RABBET

PAPER TOWEL ORGANISER

SHOP ALTERATIONS

With my new assembly table built and the fact that I have so much more storage within the unit I decided to move all my wood finishes and glue products out of the unit that I made out of 2x4’s last year and completely dismantle that unit.

Here is the unit that I made with pull out drawers that used to store all my wood finishes.

Here is the unit that I made with pull out drawers that used to store all my wood finishes.

This has all been dismantled except for the shelving unit.

This has all been dismantled except for the shelving unit.

Here is the new home for all my wood finishes, more convenient and enables me to modify some of the shop furniture that I currently have, which frees up more space on the floor.

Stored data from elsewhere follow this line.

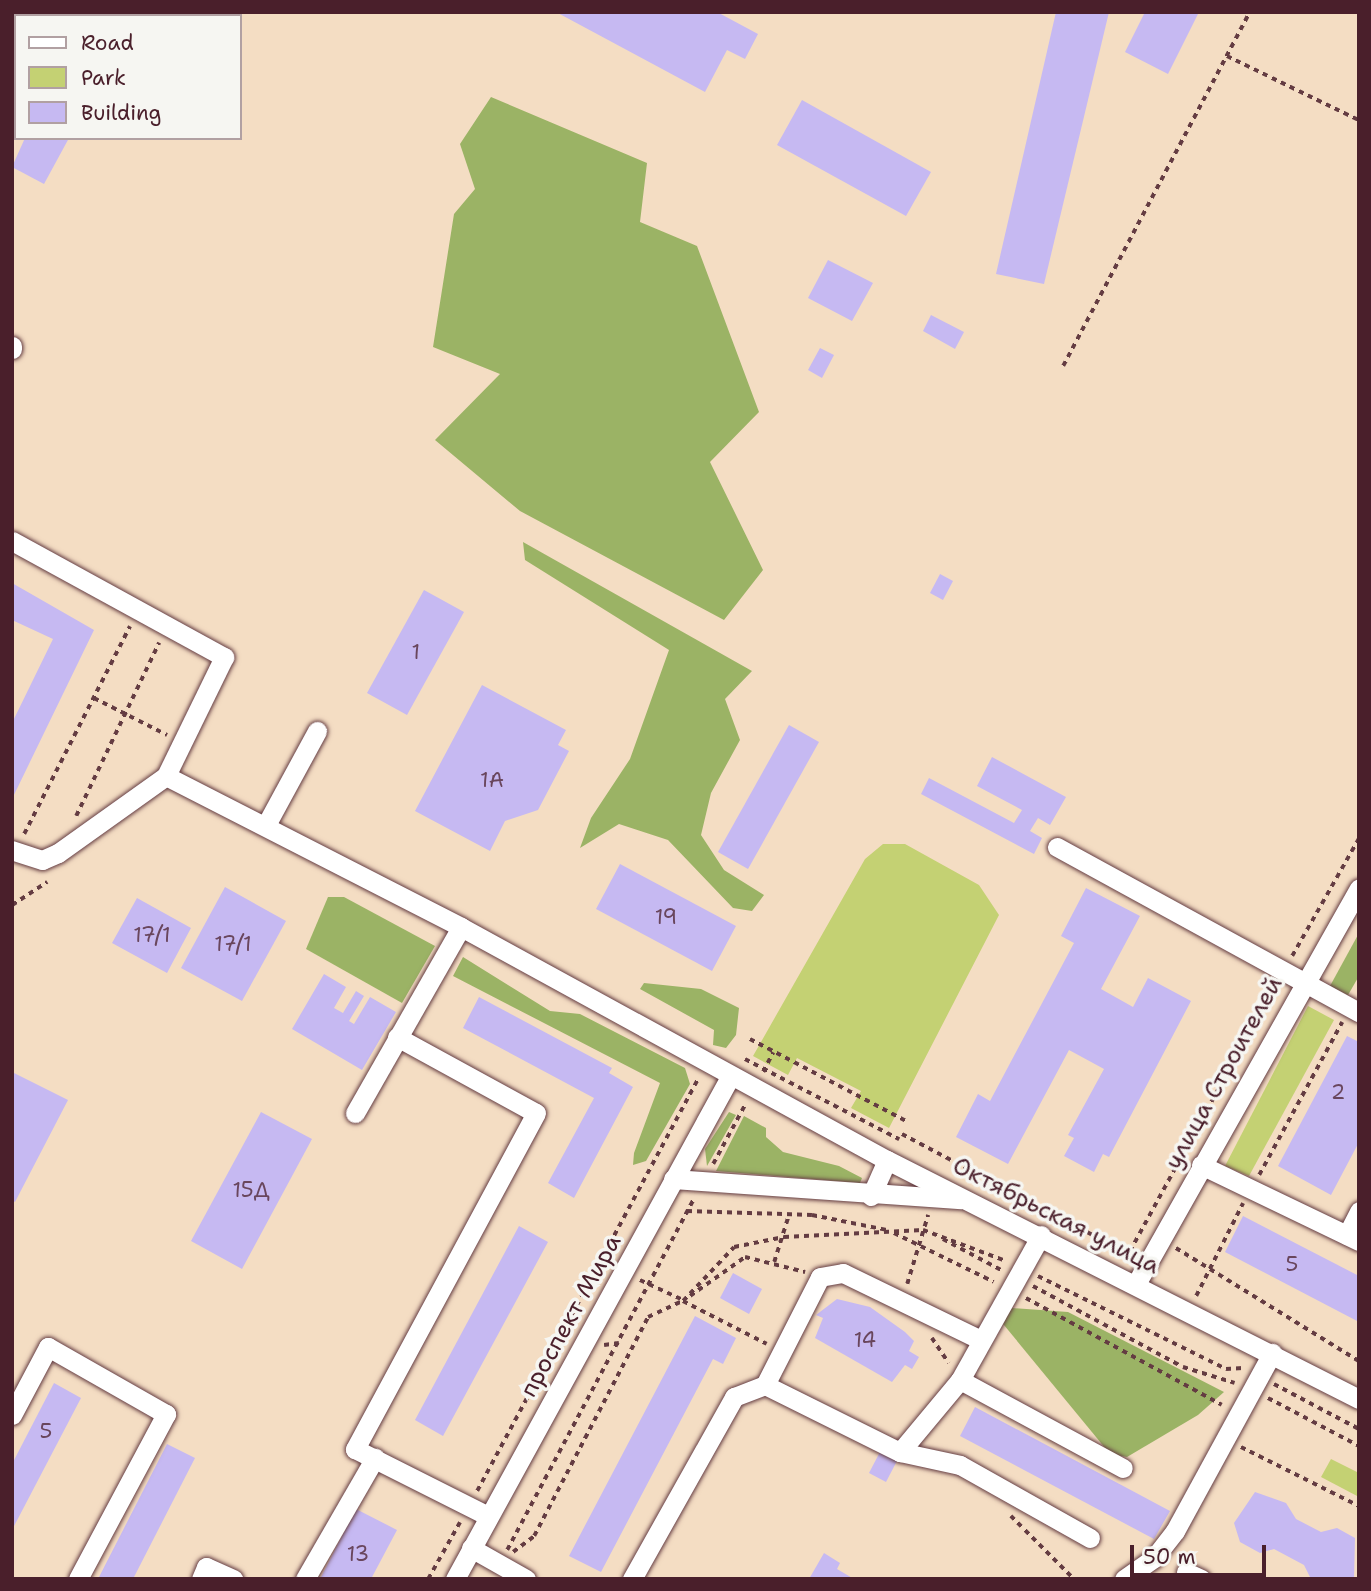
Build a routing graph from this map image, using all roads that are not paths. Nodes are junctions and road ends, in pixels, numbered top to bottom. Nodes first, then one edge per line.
1 (12, 541) edge
2 (317, 731) dead end
3 (166, 776) junction
4 (266, 825) junction
5 (1057, 847) dead end
6 (13, 851) edge
7 (1359, 889) edge
8 (461, 927) junction
9 (1305, 981) junction
10 (1355, 1010) edge
11 (397, 1037) junction
12 (730, 1077) junction
13 (355, 1113) dead end
14 (887, 1160) junction
15 (1201, 1165) junction
16 (673, 1179) junction
17 (935, 1191) junction
18 (871, 1196) junction
19 (1359, 1211) edge
20 (1041, 1235) junction
21 (1353, 1238) edge
22 (1136, 1284) junction
23 (979, 1339) junction
24 (1272, 1353) junction
25 (960, 1380) junction
26 (765, 1385) junction
27 (1359, 1399) edge
28 (12, 1415) edge
29 (900, 1452) junction
30 (375, 1458) junction
31 (1123, 1468) dead end
32 (488, 1516) junction
33 (1090, 1538) dead end
34 (471, 1548) junction
35 (78, 1579) edge
36 (201, 1579) edge
37 (233, 1579) edge
38 (305, 1579) edge
39 (455, 1579) edge
40 (526, 1579) edge
41 (632, 1579) edge
42 (1124, 1579) edge

1 - 3 street
2 - 4 street
3 - 4 street, Октябрьская улица
3 - 6 street
4 - 8 street, Октябрьская улица
5 - 9 street
7 - 9 street, улица Строителей
8 - 11 street
8 - 12 street, Октябрьская улица
9 - 10 street
9 - 15 street, улица Строителей
11 - 13 street
11 - 30 street
12 - 14 street, Октябрьская улица
12 - 16 street, проспект Мира
14 - 17 street, Октябрьская улица
14 - 18 street
15 - 21 street
15 - 22 street, улица Строителей
16 - 18 street
16 - 32 street, проспект Мира
17 - 18 street
17 - 20 street, Октябрьская улица
19 - 21 street
20 - 22 street, Октябрьская улица
20 - 23 street
22 - 24 street, Октябрьская улица
23 - 25 street
23 - 26 street
24 - 27 street, Октябрьская улица
24 - 42 street
25 - 29 street
25 - 31 street
26 - 29 street
26 - 41 street
28 - 35 street
29 - 33 street
30 - 32 street
30 - 38 street
32 - 34 street, проспект Мира
34 - 39 street, проспект Мира
34 - 40 street
36 - 37 street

Here is the new home for all my wood finishes, more convenient and enables me to modify some of the shop furniture that I currently have, which frees up more space on the floor.

SOME DIS-ASSEMBLY

I decided to put a French cleat panel on the side of the shelving unit that still remains, so I used a couple of offcut OAK MDF panels that I was given from my old boss. The space that I created isn’t all that big but its better than nothing, its about 24” wide x 86” tall. I installed the panels with screws to one of the sides of the shelving unit . If you would like more information on that project click here


PAPER HOLDER UNIT STEPS

This project didn’t take long or take much in the line of materials to complete, I basically made the entire project out of scraps that I had lying around.

  • MODEL CONCEPT IN SKETCHUP

  • MATERIALS NEEDED

  • CUT-LIST

  • CUT PARTS TO SIZE

  • EDGE-BANDING

  • THE SIDES

  • JOINERY

  • WOODEN PLUGS

  • SHELF FRONT’S

  • FINISHED UNIT

SKECHUP MODEL

I usually design the project in my 3D software program called Sketchup, mainly to determine parts sizes and joinery methods and this project wasn’t any different. Below you can see my model.

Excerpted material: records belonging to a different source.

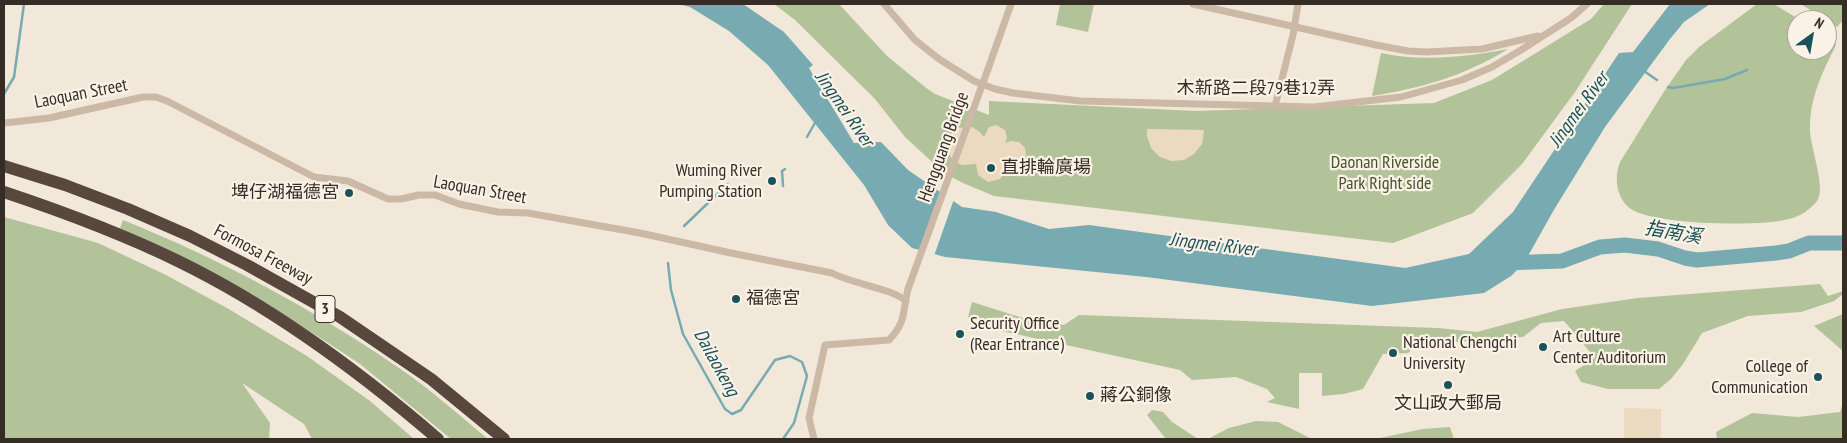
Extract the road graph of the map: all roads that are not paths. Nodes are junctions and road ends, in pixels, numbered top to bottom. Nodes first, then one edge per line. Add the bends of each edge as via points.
1 (884, 4) edge
2 (1012, 4) edge
3 (1193, 4) edge
4 (1298, 4) edge
5 (1587, 4) edge
6 (1294, 27) junction
7 (1545, 34) junction
8 (1275, 106) junction
9 (4, 122) edge
10 (4, 166) edge
11 (4, 192) edge
12 (906, 300) junction
13 (438, 439) edge
14 (504, 439) edge
15 (814, 439) edge

1 - 8 street, 木新路二段79巷12弄 via 915,40 974,80 995,89 1080,101
2 - 12 street, Hengguang Bridge, bridge
3 - 6 street, 木新路二段79巷12弄
4 - 6 street
5 - 7 street, 木新路二段79巷12弄
6 - 7 street, 木新路二段79巷12弄 via 1399,50 1427,52 1490,47
6 - 8 street
7 - 8 street, 木新路二段79巷12弄 via 1492,67 1428,91 1314,108
9 - 12 street, Laoquan Street via 49,118 143,97 156,97 314,177 348,181 381,197 401,199 434,195 498,212 528,213 640,233 832,273
10 - 14 highway, Formosa Freeway / 3 via 128,209 247,265 340,318 431,378
11 - 13 highway, 3 via 118,234 181,262 280,319 341,360
12 - 15 street, Hengguang Bridge via 900,329 889,340 824,344 809,418

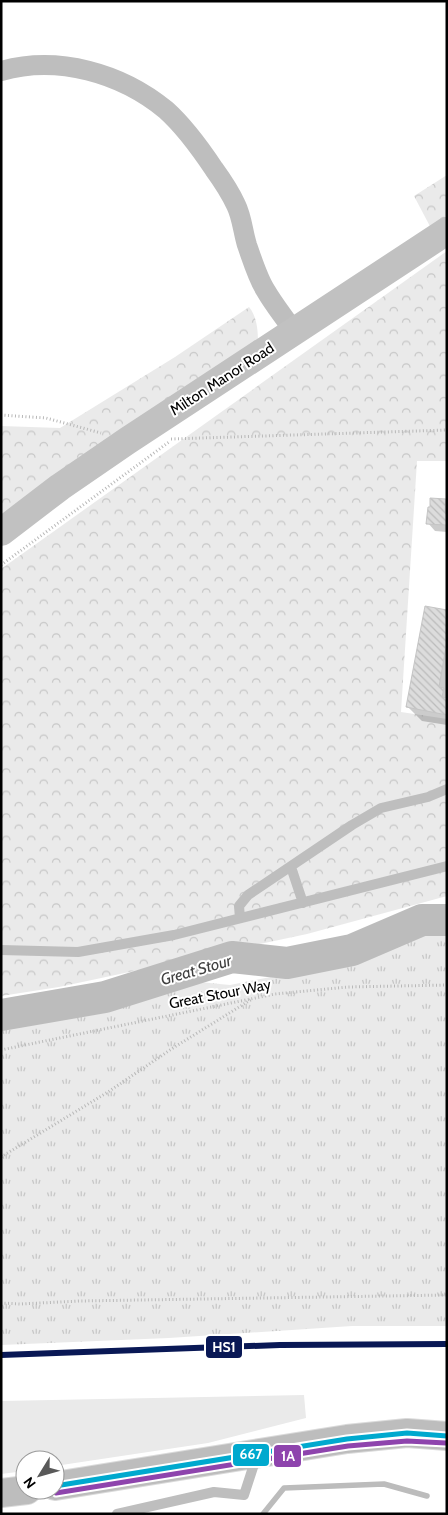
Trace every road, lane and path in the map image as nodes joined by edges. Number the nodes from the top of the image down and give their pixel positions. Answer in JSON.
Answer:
{"nodes":[{"id":1,"x":1,"y":71,"type":"edge"},
{"id":2,"x":447,"y":231,"type":"edge"},
{"id":3,"x":294,"y":332,"type":"junction"},
{"id":4,"x":1,"y":415,"type":"edge"},
{"id":5,"x":447,"y":430,"type":"edge"},
{"id":6,"x":164,"y":439,"type":"dead end"},
{"id":7,"x":174,"y":439,"type":"junction"},
{"id":8,"x":127,"y":441,"type":"junction"},
{"id":9,"x":1,"y":532,"type":"edge"},
{"id":10,"x":1,"y":566,"type":"edge"},
{"id":11,"x":447,"y":789,"type":"edge"},
{"id":12,"x":447,"y":866,"type":"edge"},
{"id":13,"x":291,"y":867,"type":"junction"},
{"id":14,"x":303,"y":903,"type":"junction"},
{"id":15,"x":240,"y":918,"type":"junction"},
{"id":16,"x":1,"y":950,"type":"edge"},
{"id":17,"x":447,"y":985,"type":"edge"},
{"id":18,"x":255,"y":998,"type":"junction"},
{"id":19,"x":1,"y":1050,"type":"edge"},
{"id":20,"x":1,"y":1158,"type":"edge"},
{"id":21,"x":447,"y":1295,"type":"edge"},
{"id":22,"x":1,"y":1303,"type":"edge"},
{"id":23,"x":447,"y":1436,"type":"edge"},
{"id":24,"x":257,"y":1454,"type":"junction"},
{"id":25,"x":65,"y":1484,"type":"edge"},
{"id":26,"x":15,"y":1491,"type":"edge"},
{"id":27,"x":1,"y":1493,"type":"edge"},
{"id":28,"x":117,"y":1514,"type":"edge"}],
"edges":[{"from":1,"to":3,"type":"street"},
{"from":2,"to":3,"type":"street","name":"Milton Manor Road"},
{"from":3,"to":8,"type":"street","name":"Milton Manor Road"},
{"from":4,"to":8,"type":"path"},
{"from":5,"to":7,"type":"path"},
{"from":6,"to":7,"type":"path"},
{"from":7,"to":10,"type":"path"},
{"from":8,"to":9,"type":"street","name":"Milton Manor Road"},
{"from":11,"to":13,"type":"lane"},
{"from":12,"to":14,"type":"lane"},
{"from":13,"to":14,"type":"lane"},
{"from":13,"to":15,"type":"lane"},
{"from":14,"to":15,"type":"lane"},
{"from":15,"to":16,"type":"lane"},
{"from":17,"to":18,"type":"path","name":"Great Stour Way"},
{"from":18,"to":19,"type":"path","name":"Great Stour Way"},
{"from":18,"to":20,"type":"path"},
{"from":21,"to":22,"type":"path"},
{"from":23,"to":24,"type":"highway"},
{"from":24,"to":25,"type":"highway"},
{"from":24,"to":28,"type":"lane"},
{"from":26,"to":27,"type":"highway"}]}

The Unit has the following parts:

(2) Sides

(1) Back

(2) Shelves with solid wood shelf front

(1) 3/4” length of wooden dowel for hanging the paper roll.

Sketchup Model

Sketchup Model

Exploded View of the parts I used in the build

Exploded View of the parts I used in the build


MATERIALS

Since I had a few panels of oak MDF (Medium Density Fiberboard) I decided to use that, I usually don’t like using MDF because its not a very strong material and its as bad or worse than plywood with the exposed edges. That is why I also decided to use solid oak edge banding on all exposed edges of the pieces of MDF.

Here are the parts and corresponding material type

  • Sides (MDF) + Solid Oak Edge-banding

  • Back (MDF)

  • Shelves (MDF) + Solid Oak Edge-banding

  • Shelf fronts (Solid Cherry)


CUT-LIST

Below is the project cut-list and if you want to be able to print this I will include them in the project plans at the end of this project blog.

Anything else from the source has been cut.